Equityworld Futures Medan – Update pasar: Penjualan Rokok Turun, Emiten Gudang Garam (GGRM) Pangkas Beban | Equityworld EWF Medan. Berikut pembahasan mendalam dari Tim Analis kami.
Jakarta, PT Equityworld Futures — Emiten produsen rokok PT Gudang Garam Tbk. (GGRM) mencatatkan kenaikan laba bersih sebesar 58,7% year on year (yoy) sepanjang tahun 2025. Merujuk pada laporan keuangan terbaru dikutip dari keterbukaan informasi BEI, laba tahun berjalan emiten merek rokok Gudang Garam Filter ini pada 2025 tercatat sebesar Rp1,55 triliun. Sementara di tahun 2024, perseroan membukukan laba sebesar Rp980,81 miliar.
Perbaikan laba tersebut ditopang oleh efisiensi beban di tengah penurunan pendapatan. Diketahui, pendapatan GGRM turun 9,4% yoy menjadi Rp89,37 triliun, dari sebelumnya Rp98,64 triliun. Beban pokok pendapatan ikut menurun menjadi Rp80,38 triliun. Sebelumnya, pos ini menyumbang pengurangan sebesar Rp89,27 triliun.
Apa manfaatnya?
Kendati menekan beban pokok pendapatan, hal itu belum mampu menjaga laba bruto perusahaan yang merosot 4,21% yoy menjadi Rp 8,98 miliar. Bila dirinci seluruh lini bisnis GGRM mengalami tekanan. Sigaret kretek mesin (SKM) turun 8,32% menjadi Rp 79,41 triliun.
Kemudian sigaret kretek tangan (SKT) turun 15,28% yoy menjadi Rp 7,9 triliun. Baik penjualan ekspor maupun domestik mengalami penurunan. Adapun efisiensi terbesar yang dilakukan perusahaan adalah di pos beban usaha yang turun 13,81% yoy menjadi Rp 6,63 triliun.
Perusahaan memangkas biaya transportasi, pengangkutan, iklan, promosi dan beban pemasaran lainnya sebesar 39,25% menjadi Rp 1,44 triliun. GGRM juga memangkas kompensasi karyawan sebesar 18,34% menjadi Rp 1 triliun.
Implikasi Pasar: IPO baru berpotensi menambah likuiditas dan variasi instrumen investasi di BEI. Investor dapat mencermati prospek bisnis dan valuasi emiten baru sebelum melakukan alokasi dana.
Sentimen Pasar yang Mempengaruhi
Dari sisi global, pelaku pasar masih mencermati data ekonomi AS dan kebijakan bank-bank sentral utama. Sementara dari domestik, aliran modal asing dan data neraca perdagangan menjadi katalis yang patut diperhatikan.

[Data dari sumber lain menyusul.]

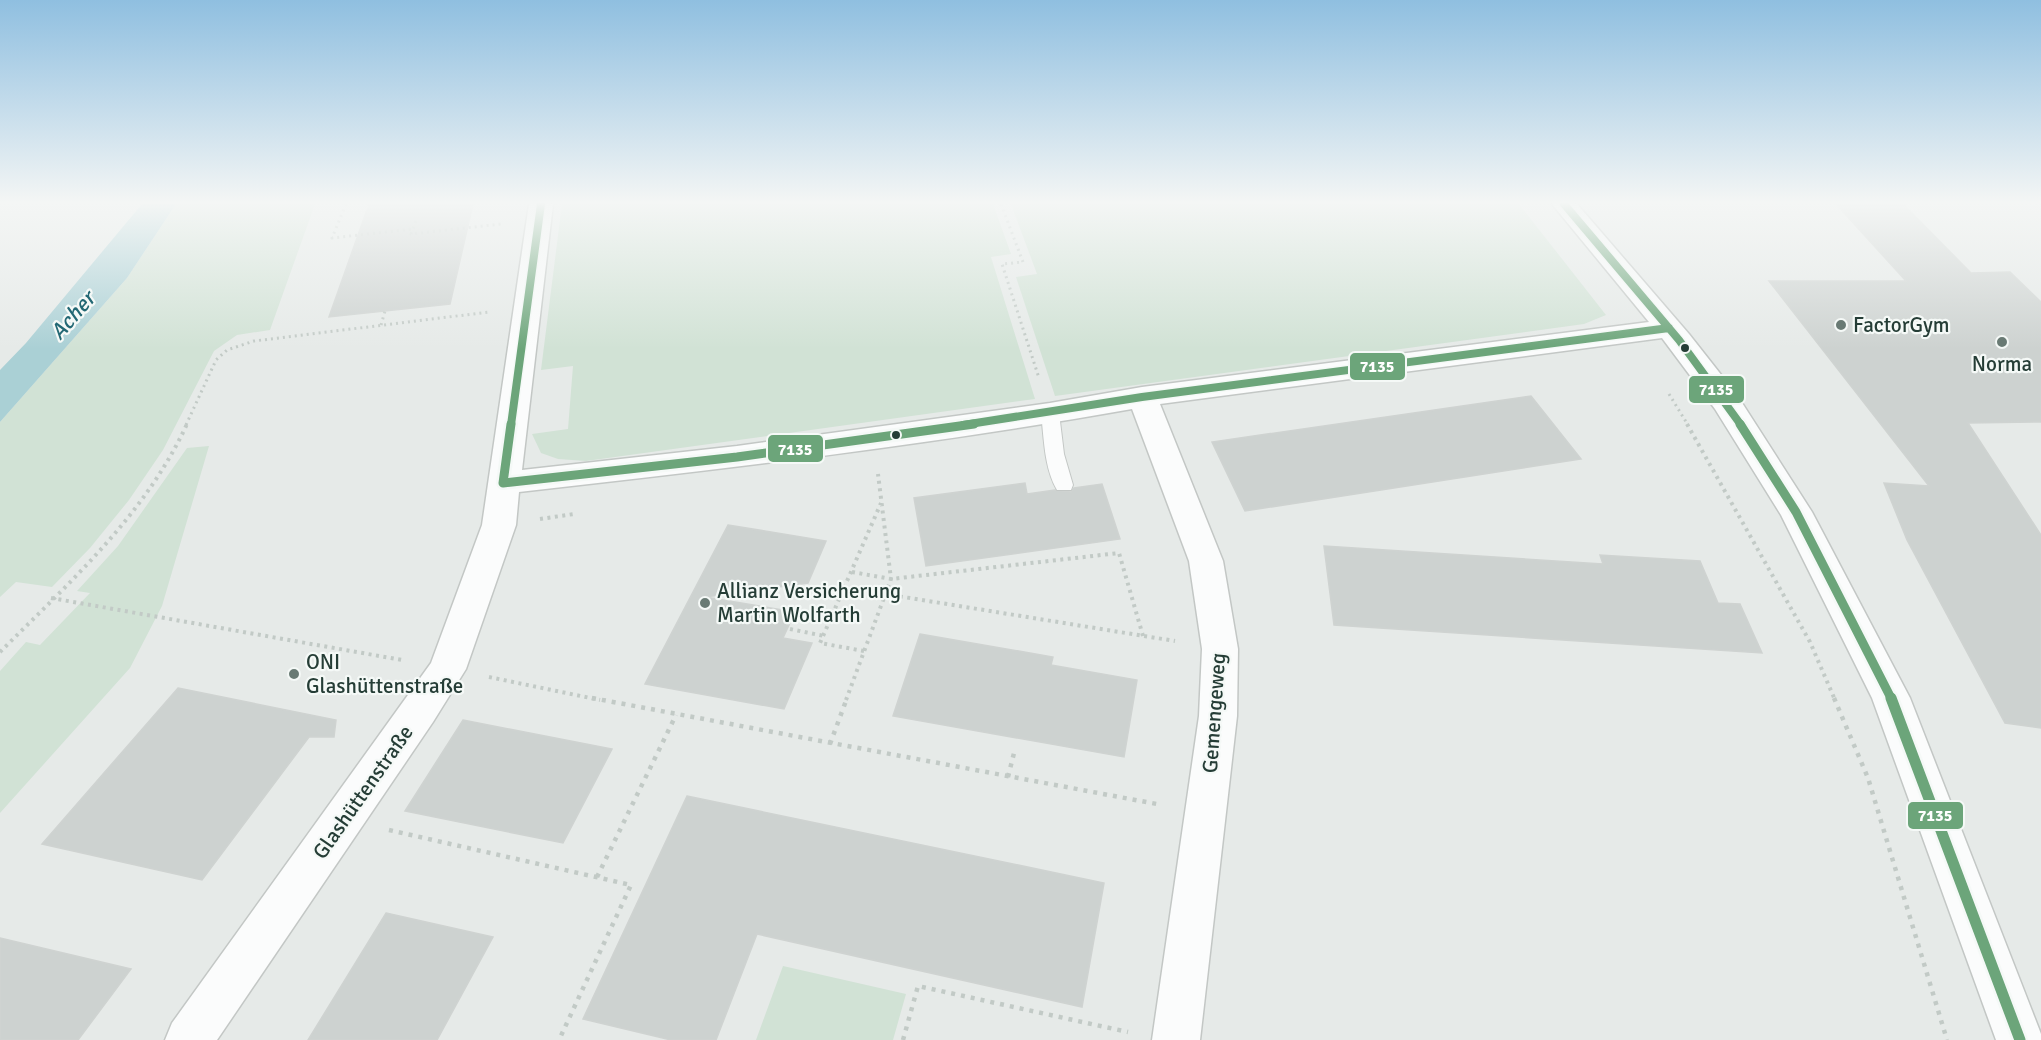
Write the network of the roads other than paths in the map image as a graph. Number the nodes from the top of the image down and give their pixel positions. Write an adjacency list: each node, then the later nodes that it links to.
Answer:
1 (535, 253): 6 (street, Glashüttenstraße)
2 (1605, 253): 3 (street)
3 (1669, 328): 4 (street); 10 (street)
4 (1142, 397): 5 (street); 8 (street, Gemengeweg)
5 (1050, 413): 6 (street); 7 (lane)
6 (503, 483): 9 (street, Glashüttenstraße)
7 (1064, 485)
8 (1158, 1037)
9 (189, 1040)
10 (2020, 1040)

Tim Analis Equityworld Futures Medan mencatat beberapa faktor teknis yang juga berperan dalam pergerakan hari ini, di antaranya adalah level support-resistance terdekat serta pola volume perdagangan.
Pandangan Teknikal Jangka Pendek
Berdasarkan pergerakan harga terkini, berikut adalah level-level penting yang perlu dicermati:
- Support 1: Level terdekat yang berpotensi menahan pelemahan
- Support 2: Level psikologis berikutnya jika support 1 tertembus
- Resistance 1: Target kenaikan terdekat dalam jangka pendek
- Resistance 2: Level berikutnya jika momentum penguatan berlanjut
Indikator Moving Average 50 hari masih berada di atas MA 200 hari (Golden Cross) yang mengindikasikan tren bullish jangka panjang masih terjaga. Namun trader perlu mewaspadai potensi koreksi jika terjadi jenuh beli.
Kinerja masa lalu tidak menjamin hasil di masa depan. Trading futures dan forex berisiko tinggi. Pastikan Anda memahami risiko sebelum bertransaksi.
Informasi: Artikel ini ditulis oleh Tim Riset Equityworld Futures berdasarkan data pasar dan pemberitaan terbuka. Bukan rekomendasi investasi.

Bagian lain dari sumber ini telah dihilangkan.